» REQUIRED WORK
All entries below are to be set down again, identical to the source.

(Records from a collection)
========
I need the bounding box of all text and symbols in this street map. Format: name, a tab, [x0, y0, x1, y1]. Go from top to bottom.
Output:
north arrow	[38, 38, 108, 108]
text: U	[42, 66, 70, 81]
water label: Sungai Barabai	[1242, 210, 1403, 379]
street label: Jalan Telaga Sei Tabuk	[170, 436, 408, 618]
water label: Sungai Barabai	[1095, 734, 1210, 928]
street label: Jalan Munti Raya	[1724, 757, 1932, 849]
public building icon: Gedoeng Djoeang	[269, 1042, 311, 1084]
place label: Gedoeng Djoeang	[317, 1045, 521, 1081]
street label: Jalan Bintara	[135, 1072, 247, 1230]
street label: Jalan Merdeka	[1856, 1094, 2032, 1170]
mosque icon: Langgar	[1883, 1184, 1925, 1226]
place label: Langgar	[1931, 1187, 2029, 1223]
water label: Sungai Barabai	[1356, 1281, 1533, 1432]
========
» SOLUTION FOR THIS EXERCISE
I need the bounding box of all text and symbols in this street map. Format: name, a tab, [x0, y0, x1, y1]. Go from top to bottom.
Output:
north arrow	[38, 38, 108, 108]
text: U	[42, 66, 70, 81]
water label: Sungai Barabai	[1242, 210, 1403, 379]
street label: Jalan Telaga Sei Tabuk	[170, 436, 408, 618]
water label: Sungai Barabai	[1095, 734, 1210, 928]
street label: Jalan Munti Raya	[1724, 757, 1932, 849]
public building icon: Gedoeng Djoeang	[269, 1042, 311, 1084]
place label: Gedoeng Djoeang	[317, 1045, 521, 1081]
street label: Jalan Bintara	[135, 1072, 247, 1230]
street label: Jalan Merdeka	[1856, 1094, 2032, 1170]
mosque icon: Langgar	[1883, 1184, 1925, 1226]
place label: Langgar	[1931, 1187, 2029, 1223]
water label: Sungai Barabai	[1356, 1281, 1533, 1432]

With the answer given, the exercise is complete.